The Court cited statements from parliament on capital punishment. The judgement noted that parliament abolished the last death penalty under Canadian law in 1998 with amendments to the National Defence Act. The court cited statements by the Cabinet to characterize this and other acts of Parliament. "In his letter to the respondents, the Minister of Justice emphasized that 'in Canada, Parliament has decided that capital punishment is not an appropriate penalty for crimes committed here...'."

In balancing the arguments that this extradition could be compatible or contrary to fundamental justice, the Court concluded that many of the goals of the Crown could have been met even if Canada had requested that the US would not seek the death penalty. There was thus an infringement of section 7, and the Court then had to consider whether it could be justified under section 1. The Court ruled the infringement was not justified.
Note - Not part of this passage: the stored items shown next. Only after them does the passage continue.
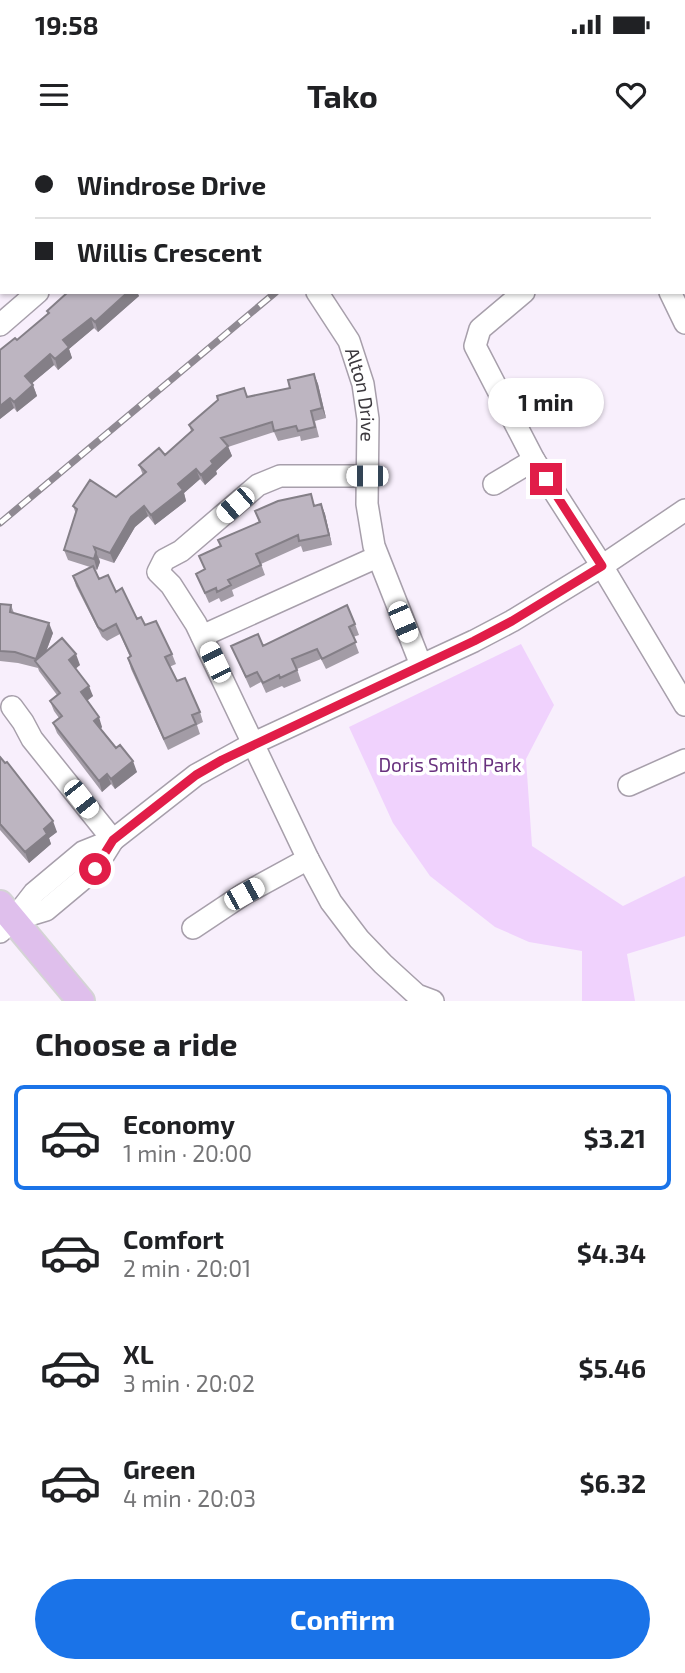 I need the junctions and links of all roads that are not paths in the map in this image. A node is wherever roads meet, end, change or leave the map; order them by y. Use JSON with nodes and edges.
{"nodes":[{"id":1,"x":35,"y":294,"type":"edge"},
{"id":2,"x":318,"y":294,"type":"edge"},
{"id":3,"x":522,"y":294,"type":"edge"},
{"id":4,"x":671,"y":294,"type":"edge"},
{"id":5,"x":685,"y":323,"type":"edge"},
{"id":6,"x":0,"y":325,"type":"edge"},
{"id":7,"x":534,"y":460,"type":"junction"},
{"id":8,"x":367,"y":476,"type":"junction"},
{"id":9,"x":494,"y":484,"type":"dead end"},
{"id":10,"x":685,"y":510,"type":"edge"},
{"id":11,"x":377,"y":556,"type":"junction"},
{"id":12,"x":602,"y":566,"type":"junction"},
{"id":13,"x":202,"y":636,"type":"junction"},
{"id":14,"x":421,"y":665,"type":"junction"},
{"id":15,"x":685,"y":705,"type":"edge"},
{"id":16,"x":12,"y":707,"type":"dead end"},
{"id":17,"x":254,"y":743,"type":"junction"},
{"id":18,"x":685,"y":760,"type":"edge"},
{"id":19,"x":629,"y":785,"type":"dead end"},
{"id":20,"x":113,"y":840,"type":"junction"},
{"id":21,"x":308,"y":859,"type":"junction"},
{"id":22,"x":4,"y":919,"type":"edge"},
{"id":23,"x":193,"y":928,"type":"dead end"},
{"id":24,"x":421,"y":999,"type":"edge"},
{"id":25,"x":81,"y":1001,"type":"edge"}],
"edges":[{"from":1,"to":6,"type":"street"},
{"from":2,"to":8,"type":"street","name":"Alton Drive"},
{"from":3,"to":7,"type":"street"},
{"from":4,"to":5,"type":"street"},
{"from":7,"to":9,"type":"street"},
{"from":7,"to":12,"type":"street"},
{"from":8,"to":11,"type":"street","name":"Alton Drive"},
{"from":8,"to":13,"type":"street"},
{"from":10,"to":12,"type":"street"},
{"from":11,"to":13,"type":"street"},
{"from":11,"to":14,"type":"street","name":"Alton Drive"},
{"from":12,"to":14,"type":"street"},
{"from":12,"to":15,"type":"street"},
{"from":13,"to":17,"type":"street"},
{"from":14,"to":17,"type":"street"},
{"from":16,"to":20,"type":"street"},
{"from":17,"to":20,"type":"street"},
{"from":17,"to":21,"type":"street"},
{"from":18,"to":19,"type":"street"},
{"from":20,"to":22,"type":"street"},
{"from":21,"to":23,"type":"street"},
{"from":21,"to":24,"type":"street"},
{"from":22,"to":25,"type":"main road"}]}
While the government had a sufficient objective for infringing the right, namely working with the US cooperatively to fight crime and to keep good relations with the US, it was not necessary to risk execution for these objectives to be met. Asking that the death penalty should not be sought should not hurt relations with the US because the extradition treaty allows for this. There was also a concern about keeping dangerous criminals out of Canada, but the Court replied that criminals might not find extradition with the risk of a life sentence more attractive than the risk of execution, and thus it was not proven criminals would flee to Canada.

==Resulting extradition and trial==
In March 2001, less than a month after the ruling, Burns and Rafay were extradited to the United States, after assurances from prosecutors handling the case that they would not seek the death penalty. After numerous delays, the trial took place in 2004. Prosecutors said that Burns and Rafay plotted to kill Rafay's family, and share the money from an insurance policy, as well as the sale of the family home. Burns claimed that his confession to undercover RCMP officers that he and Rafay killed Rafay's family was the result of coercion by the police. Defense lawyers noted that no forensic evidence linked the two men to the crime.
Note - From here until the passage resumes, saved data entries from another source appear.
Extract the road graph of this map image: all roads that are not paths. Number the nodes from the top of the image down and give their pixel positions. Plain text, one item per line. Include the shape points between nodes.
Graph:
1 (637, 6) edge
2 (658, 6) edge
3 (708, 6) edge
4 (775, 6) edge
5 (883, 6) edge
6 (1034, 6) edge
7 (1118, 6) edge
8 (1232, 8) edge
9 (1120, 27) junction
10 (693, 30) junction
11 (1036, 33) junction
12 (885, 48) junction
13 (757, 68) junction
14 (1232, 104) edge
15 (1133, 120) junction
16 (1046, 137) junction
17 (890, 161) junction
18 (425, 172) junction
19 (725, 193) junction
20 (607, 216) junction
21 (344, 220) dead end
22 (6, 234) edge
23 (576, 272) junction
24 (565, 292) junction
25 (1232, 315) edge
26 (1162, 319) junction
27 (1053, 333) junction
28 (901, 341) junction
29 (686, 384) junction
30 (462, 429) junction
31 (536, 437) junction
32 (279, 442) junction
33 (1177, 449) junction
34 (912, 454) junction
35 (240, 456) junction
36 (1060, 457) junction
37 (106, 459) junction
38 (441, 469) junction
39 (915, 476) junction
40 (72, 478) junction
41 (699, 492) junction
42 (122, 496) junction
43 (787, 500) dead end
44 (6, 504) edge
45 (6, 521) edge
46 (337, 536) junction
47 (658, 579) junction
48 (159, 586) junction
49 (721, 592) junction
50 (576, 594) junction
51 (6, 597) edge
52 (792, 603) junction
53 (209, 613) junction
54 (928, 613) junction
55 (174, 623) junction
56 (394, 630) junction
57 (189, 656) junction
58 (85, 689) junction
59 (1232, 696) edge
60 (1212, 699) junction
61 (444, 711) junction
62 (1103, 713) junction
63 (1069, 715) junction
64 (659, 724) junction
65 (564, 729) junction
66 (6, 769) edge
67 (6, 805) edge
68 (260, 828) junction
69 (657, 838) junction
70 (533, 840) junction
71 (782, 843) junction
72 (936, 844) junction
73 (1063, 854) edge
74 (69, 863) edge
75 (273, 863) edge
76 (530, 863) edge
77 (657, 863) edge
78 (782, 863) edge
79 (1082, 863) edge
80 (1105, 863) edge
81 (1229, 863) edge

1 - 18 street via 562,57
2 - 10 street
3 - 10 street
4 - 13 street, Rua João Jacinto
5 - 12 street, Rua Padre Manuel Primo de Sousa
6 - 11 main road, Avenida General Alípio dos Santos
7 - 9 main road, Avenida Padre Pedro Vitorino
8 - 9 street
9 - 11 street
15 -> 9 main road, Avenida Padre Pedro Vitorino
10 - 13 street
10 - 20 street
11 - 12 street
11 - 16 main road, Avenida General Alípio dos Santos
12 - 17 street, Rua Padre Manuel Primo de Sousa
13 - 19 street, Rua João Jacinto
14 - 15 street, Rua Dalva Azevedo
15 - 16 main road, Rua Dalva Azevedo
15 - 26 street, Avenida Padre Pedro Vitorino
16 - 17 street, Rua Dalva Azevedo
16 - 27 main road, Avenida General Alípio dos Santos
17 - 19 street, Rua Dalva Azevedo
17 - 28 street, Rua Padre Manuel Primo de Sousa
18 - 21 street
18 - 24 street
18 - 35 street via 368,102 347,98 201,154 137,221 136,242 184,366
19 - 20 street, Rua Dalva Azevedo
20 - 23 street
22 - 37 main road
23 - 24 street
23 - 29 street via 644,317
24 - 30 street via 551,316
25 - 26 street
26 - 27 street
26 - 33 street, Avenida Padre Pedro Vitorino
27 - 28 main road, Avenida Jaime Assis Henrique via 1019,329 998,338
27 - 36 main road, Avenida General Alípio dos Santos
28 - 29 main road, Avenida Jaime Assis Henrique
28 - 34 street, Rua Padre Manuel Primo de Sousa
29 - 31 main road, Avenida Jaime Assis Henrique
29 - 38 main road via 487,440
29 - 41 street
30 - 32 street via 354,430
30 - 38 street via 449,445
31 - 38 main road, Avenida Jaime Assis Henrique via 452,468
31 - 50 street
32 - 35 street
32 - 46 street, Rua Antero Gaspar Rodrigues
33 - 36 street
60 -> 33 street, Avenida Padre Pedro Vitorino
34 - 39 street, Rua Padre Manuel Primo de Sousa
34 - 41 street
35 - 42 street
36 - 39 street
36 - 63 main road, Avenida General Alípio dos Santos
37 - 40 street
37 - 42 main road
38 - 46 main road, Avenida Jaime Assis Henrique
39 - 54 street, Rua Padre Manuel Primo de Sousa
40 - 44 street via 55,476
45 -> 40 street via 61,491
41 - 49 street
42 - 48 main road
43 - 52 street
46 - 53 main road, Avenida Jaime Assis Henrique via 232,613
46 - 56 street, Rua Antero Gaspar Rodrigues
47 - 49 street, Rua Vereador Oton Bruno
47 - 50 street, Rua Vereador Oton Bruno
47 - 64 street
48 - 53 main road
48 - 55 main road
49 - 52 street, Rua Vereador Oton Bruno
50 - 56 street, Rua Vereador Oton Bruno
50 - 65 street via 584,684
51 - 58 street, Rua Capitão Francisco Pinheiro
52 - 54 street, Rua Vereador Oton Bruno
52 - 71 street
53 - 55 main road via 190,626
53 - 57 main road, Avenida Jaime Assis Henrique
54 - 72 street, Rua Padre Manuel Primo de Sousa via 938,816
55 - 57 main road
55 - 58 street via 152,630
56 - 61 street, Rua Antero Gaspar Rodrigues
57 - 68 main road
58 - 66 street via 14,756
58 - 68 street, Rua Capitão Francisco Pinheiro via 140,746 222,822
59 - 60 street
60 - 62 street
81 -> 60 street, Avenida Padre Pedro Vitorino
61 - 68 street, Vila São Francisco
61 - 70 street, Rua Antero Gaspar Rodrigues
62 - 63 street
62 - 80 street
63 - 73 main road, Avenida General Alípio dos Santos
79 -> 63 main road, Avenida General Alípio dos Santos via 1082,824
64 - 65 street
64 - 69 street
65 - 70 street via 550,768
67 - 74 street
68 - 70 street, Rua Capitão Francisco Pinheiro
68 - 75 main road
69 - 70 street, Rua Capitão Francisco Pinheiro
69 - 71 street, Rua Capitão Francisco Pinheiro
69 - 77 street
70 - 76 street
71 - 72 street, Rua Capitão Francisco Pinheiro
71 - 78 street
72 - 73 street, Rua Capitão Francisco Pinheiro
In May 2004, both men were found guilty of three counts of murder and each was subsequently sentenced to three consecutive life sentences without the possibility of parole.

Burns's family immediately began to fight to have the case overturned on appeal, alleging numerous problems with the investigation and improper rulings by the judge. In 2007, Sebastian Burns's sister produced a documentary about coercion by police. The family is continuing its efforts, and a website has been posted that claims to debunk the entire case.

In July 2014, the Supreme Court of Canada ruled to limit the admissibility of evidence obtained in the sort of RCMP Mr. Big undercover operations that were used to obtain confessions from Burns and Rafay.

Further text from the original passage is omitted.